## Work request
Restate all the data exactly, so that each line is the same as before.

## Records for this task
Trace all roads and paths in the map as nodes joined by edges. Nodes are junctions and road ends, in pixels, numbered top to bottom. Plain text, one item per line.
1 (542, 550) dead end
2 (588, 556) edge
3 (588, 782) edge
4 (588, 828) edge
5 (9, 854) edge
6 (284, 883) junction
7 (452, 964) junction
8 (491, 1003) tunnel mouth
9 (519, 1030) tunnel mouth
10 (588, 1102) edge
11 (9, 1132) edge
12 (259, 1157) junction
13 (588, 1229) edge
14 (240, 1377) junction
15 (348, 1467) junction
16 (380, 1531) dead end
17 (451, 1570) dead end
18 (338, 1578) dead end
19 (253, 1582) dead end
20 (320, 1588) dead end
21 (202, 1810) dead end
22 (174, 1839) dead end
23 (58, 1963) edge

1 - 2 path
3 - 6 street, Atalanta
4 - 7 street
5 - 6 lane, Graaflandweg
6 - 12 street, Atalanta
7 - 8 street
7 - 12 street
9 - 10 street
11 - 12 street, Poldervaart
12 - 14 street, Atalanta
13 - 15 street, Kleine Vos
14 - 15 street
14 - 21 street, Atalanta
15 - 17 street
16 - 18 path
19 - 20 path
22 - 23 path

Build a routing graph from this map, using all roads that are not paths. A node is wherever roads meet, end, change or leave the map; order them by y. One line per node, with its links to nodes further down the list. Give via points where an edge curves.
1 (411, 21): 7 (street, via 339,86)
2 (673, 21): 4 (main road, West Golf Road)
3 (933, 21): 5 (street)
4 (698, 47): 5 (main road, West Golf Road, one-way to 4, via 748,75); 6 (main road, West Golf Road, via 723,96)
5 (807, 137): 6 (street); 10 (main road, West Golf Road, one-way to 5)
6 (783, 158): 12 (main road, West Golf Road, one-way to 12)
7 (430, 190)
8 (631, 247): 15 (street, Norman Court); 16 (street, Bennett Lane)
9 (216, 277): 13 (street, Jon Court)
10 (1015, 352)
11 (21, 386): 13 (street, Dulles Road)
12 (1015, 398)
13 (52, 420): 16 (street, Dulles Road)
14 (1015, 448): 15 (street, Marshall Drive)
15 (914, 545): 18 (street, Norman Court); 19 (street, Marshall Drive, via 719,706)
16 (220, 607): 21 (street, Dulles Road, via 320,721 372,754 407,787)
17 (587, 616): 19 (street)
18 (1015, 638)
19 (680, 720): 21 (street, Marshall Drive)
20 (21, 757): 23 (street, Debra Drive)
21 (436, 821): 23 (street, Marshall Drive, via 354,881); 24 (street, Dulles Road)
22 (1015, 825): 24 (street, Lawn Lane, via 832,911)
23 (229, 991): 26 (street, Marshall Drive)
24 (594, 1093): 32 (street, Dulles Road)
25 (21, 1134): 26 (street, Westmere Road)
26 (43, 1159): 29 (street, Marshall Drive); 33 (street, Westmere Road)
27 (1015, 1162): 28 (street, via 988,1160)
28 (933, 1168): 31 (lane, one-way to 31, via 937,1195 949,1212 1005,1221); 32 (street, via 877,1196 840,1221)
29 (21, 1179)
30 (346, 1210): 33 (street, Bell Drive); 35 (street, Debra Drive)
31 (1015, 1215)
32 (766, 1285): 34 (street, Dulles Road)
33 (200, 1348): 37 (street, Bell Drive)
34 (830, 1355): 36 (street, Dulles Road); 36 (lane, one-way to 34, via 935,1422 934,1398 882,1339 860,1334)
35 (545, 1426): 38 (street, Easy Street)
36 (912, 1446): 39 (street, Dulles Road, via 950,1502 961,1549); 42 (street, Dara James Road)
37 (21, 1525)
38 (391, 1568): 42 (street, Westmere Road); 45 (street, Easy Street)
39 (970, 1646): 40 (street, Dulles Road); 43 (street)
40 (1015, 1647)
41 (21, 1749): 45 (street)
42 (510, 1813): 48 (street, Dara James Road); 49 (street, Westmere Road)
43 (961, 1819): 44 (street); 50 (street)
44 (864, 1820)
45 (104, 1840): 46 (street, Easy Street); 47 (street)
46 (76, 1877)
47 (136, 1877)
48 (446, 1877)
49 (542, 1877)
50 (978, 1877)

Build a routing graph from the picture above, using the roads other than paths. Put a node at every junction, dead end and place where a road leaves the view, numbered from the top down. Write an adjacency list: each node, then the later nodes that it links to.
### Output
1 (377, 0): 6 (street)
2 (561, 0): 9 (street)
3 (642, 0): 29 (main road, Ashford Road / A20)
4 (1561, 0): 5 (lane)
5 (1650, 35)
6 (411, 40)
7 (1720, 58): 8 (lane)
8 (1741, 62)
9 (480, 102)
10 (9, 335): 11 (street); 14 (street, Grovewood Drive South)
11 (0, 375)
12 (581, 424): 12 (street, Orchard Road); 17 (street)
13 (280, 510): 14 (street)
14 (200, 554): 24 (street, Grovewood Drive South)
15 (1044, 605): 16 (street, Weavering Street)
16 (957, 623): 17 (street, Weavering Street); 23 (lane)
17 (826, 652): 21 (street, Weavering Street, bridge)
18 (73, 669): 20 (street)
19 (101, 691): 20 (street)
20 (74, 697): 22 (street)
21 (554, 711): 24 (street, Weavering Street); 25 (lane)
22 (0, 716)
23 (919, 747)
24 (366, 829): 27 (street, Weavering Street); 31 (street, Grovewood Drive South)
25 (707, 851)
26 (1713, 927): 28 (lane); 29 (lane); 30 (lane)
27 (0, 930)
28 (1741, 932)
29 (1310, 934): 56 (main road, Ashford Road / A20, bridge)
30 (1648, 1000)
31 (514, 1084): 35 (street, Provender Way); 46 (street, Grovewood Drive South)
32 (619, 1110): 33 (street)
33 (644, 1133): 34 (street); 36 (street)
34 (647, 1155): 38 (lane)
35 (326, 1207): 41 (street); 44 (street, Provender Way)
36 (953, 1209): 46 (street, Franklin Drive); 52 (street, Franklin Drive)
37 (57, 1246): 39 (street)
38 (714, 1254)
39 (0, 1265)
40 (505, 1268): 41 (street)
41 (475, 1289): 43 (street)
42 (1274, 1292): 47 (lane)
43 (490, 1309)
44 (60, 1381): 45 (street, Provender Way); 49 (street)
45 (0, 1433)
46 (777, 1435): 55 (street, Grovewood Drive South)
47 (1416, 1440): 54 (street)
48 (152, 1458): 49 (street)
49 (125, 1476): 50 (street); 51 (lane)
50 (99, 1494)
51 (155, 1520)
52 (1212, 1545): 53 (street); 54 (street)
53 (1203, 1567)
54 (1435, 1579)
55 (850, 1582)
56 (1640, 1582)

## Solution to this task
Trace all roads and paths in the map as nodes joined by edges. Nodes are junctions and road ends, in pixels, numbered top to bottom. Plain text, one item per line.
1 (542, 550) dead end
2 (588, 556) edge
3 (588, 782) edge
4 (588, 828) edge
5 (9, 854) edge
6 (284, 883) junction
7 (452, 964) junction
8 (491, 1003) tunnel mouth
9 (519, 1030) tunnel mouth
10 (588, 1102) edge
11 (9, 1132) edge
12 (259, 1157) junction
13 (588, 1229) edge
14 (240, 1377) junction
15 (348, 1467) junction
16 (380, 1531) dead end
17 (451, 1570) dead end
18 (338, 1578) dead end
19 (253, 1582) dead end
20 (320, 1588) dead end
21 (202, 1810) dead end
22 (174, 1839) dead end
23 (58, 1963) edge

1 - 2 path
3 - 6 street, Atalanta
4 - 7 street
5 - 6 lane, Graaflandweg
6 - 12 street, Atalanta
7 - 8 street
7 - 12 street
9 - 10 street
11 - 12 street, Poldervaart
12 - 14 street, Atalanta
13 - 15 street, Kleine Vos
14 - 15 street
14 - 21 street, Atalanta
15 - 17 street
16 - 18 path
19 - 20 path
22 - 23 path

Build a routing graph from this map, using all roads that are not paths. A node is wherever roads meet, end, change or leave the map; order them by y. One line per node, with its links to nodes further down the list. Give via points where an edge curves.
1 (411, 21): 7 (street, via 339,86)
2 (673, 21): 4 (main road, West Golf Road)
3 (933, 21): 5 (street)
4 (698, 47): 5 (main road, West Golf Road, one-way to 4, via 748,75); 6 (main road, West Golf Road, via 723,96)
5 (807, 137): 6 (street); 10 (main road, West Golf Road, one-way to 5)
6 (783, 158): 12 (main road, West Golf Road, one-way to 12)
7 (430, 190)
8 (631, 247): 15 (street, Norman Court); 16 (street, Bennett Lane)
9 (216, 277): 13 (street, Jon Court)
10 (1015, 352)
11 (21, 386): 13 (street, Dulles Road)
12 (1015, 398)
13 (52, 420): 16 (street, Dulles Road)
14 (1015, 448): 15 (street, Marshall Drive)
15 (914, 545): 18 (street, Norman Court); 19 (street, Marshall Drive, via 719,706)
16 (220, 607): 21 (street, Dulles Road, via 320,721 372,754 407,787)
17 (587, 616): 19 (street)
18 (1015, 638)
19 (680, 720): 21 (street, Marshall Drive)
20 (21, 757): 23 (street, Debra Drive)
21 (436, 821): 23 (street, Marshall Drive, via 354,881); 24 (street, Dulles Road)
22 (1015, 825): 24 (street, Lawn Lane, via 832,911)
23 (229, 991): 26 (street, Marshall Drive)
24 (594, 1093): 32 (street, Dulles Road)
25 (21, 1134): 26 (street, Westmere Road)
26 (43, 1159): 29 (street, Marshall Drive); 33 (street, Westmere Road)
27 (1015, 1162): 28 (street, via 988,1160)
28 (933, 1168): 31 (lane, one-way to 31, via 937,1195 949,1212 1005,1221); 32 (street, via 877,1196 840,1221)
29 (21, 1179)
30 (346, 1210): 33 (street, Bell Drive); 35 (street, Debra Drive)
31 (1015, 1215)
32 (766, 1285): 34 (street, Dulles Road)
33 (200, 1348): 37 (street, Bell Drive)
34 (830, 1355): 36 (street, Dulles Road); 36 (lane, one-way to 34, via 935,1422 934,1398 882,1339 860,1334)
35 (545, 1426): 38 (street, Easy Street)
36 (912, 1446): 39 (street, Dulles Road, via 950,1502 961,1549); 42 (street, Dara James Road)
37 (21, 1525)
38 (391, 1568): 42 (street, Westmere Road); 45 (street, Easy Street)
39 (970, 1646): 40 (street, Dulles Road); 43 (street)
40 (1015, 1647)
41 (21, 1749): 45 (street)
42 (510, 1813): 48 (street, Dara James Road); 49 (street, Westmere Road)
43 (961, 1819): 44 (street); 50 (street)
44 (864, 1820)
45 (104, 1840): 46 (street, Easy Street); 47 (street)
46 (76, 1877)
47 (136, 1877)
48 (446, 1877)
49 (542, 1877)
50 (978, 1877)

Build a routing graph from the picture above, using the roads other than paths. Put a node at every junction, dead end and place where a road leaves the view, numbered from the top down. Write an adjacency list: each node, then the later nodes that it links to.
### Output
1 (377, 0): 6 (street)
2 (561, 0): 9 (street)
3 (642, 0): 29 (main road, Ashford Road / A20)
4 (1561, 0): 5 (lane)
5 (1650, 35)
6 (411, 40)
7 (1720, 58): 8 (lane)
8 (1741, 62)
9 (480, 102)
10 (9, 335): 11 (street); 14 (street, Grovewood Drive South)
11 (0, 375)
12 (581, 424): 12 (street, Orchard Road); 17 (street)
13 (280, 510): 14 (street)
14 (200, 554): 24 (street, Grovewood Drive South)
15 (1044, 605): 16 (street, Weavering Street)
16 (957, 623): 17 (street, Weavering Street); 23 (lane)
17 (826, 652): 21 (street, Weavering Street, bridge)
18 (73, 669): 20 (street)
19 (101, 691): 20 (street)
20 (74, 697): 22 (street)
21 (554, 711): 24 (street, Weavering Street); 25 (lane)
22 (0, 716)
23 (919, 747)
24 (366, 829): 27 (street, Weavering Street); 31 (street, Grovewood Drive South)
25 (707, 851)
26 (1713, 927): 28 (lane); 29 (lane); 30 (lane)
27 (0, 930)
28 (1741, 932)
29 (1310, 934): 56 (main road, Ashford Road / A20, bridge)
30 (1648, 1000)
31 (514, 1084): 35 (street, Provender Way); 46 (street, Grovewood Drive South)
32 (619, 1110): 33 (street)
33 (644, 1133): 34 (street); 36 (street)
34 (647, 1155): 38 (lane)
35 (326, 1207): 41 (street); 44 (street, Provender Way)
36 (953, 1209): 46 (street, Franklin Drive); 52 (street, Franklin Drive)
37 (57, 1246): 39 (street)
38 (714, 1254)
39 (0, 1265)
40 (505, 1268): 41 (street)
41 (475, 1289): 43 (street)
42 (1274, 1292): 47 (lane)
43 (490, 1309)
44 (60, 1381): 45 (street, Provender Way); 49 (street)
45 (0, 1433)
46 (777, 1435): 55 (street, Grovewood Drive South)
47 (1416, 1440): 54 (street)
48 (152, 1458): 49 (street)
49 (125, 1476): 50 (street); 51 (lane)
50 (99, 1494)
51 (155, 1520)
52 (1212, 1545): 53 (street); 54 (street)
53 (1203, 1567)
54 (1435, 1579)
55 (850, 1582)
56 (1640, 1582)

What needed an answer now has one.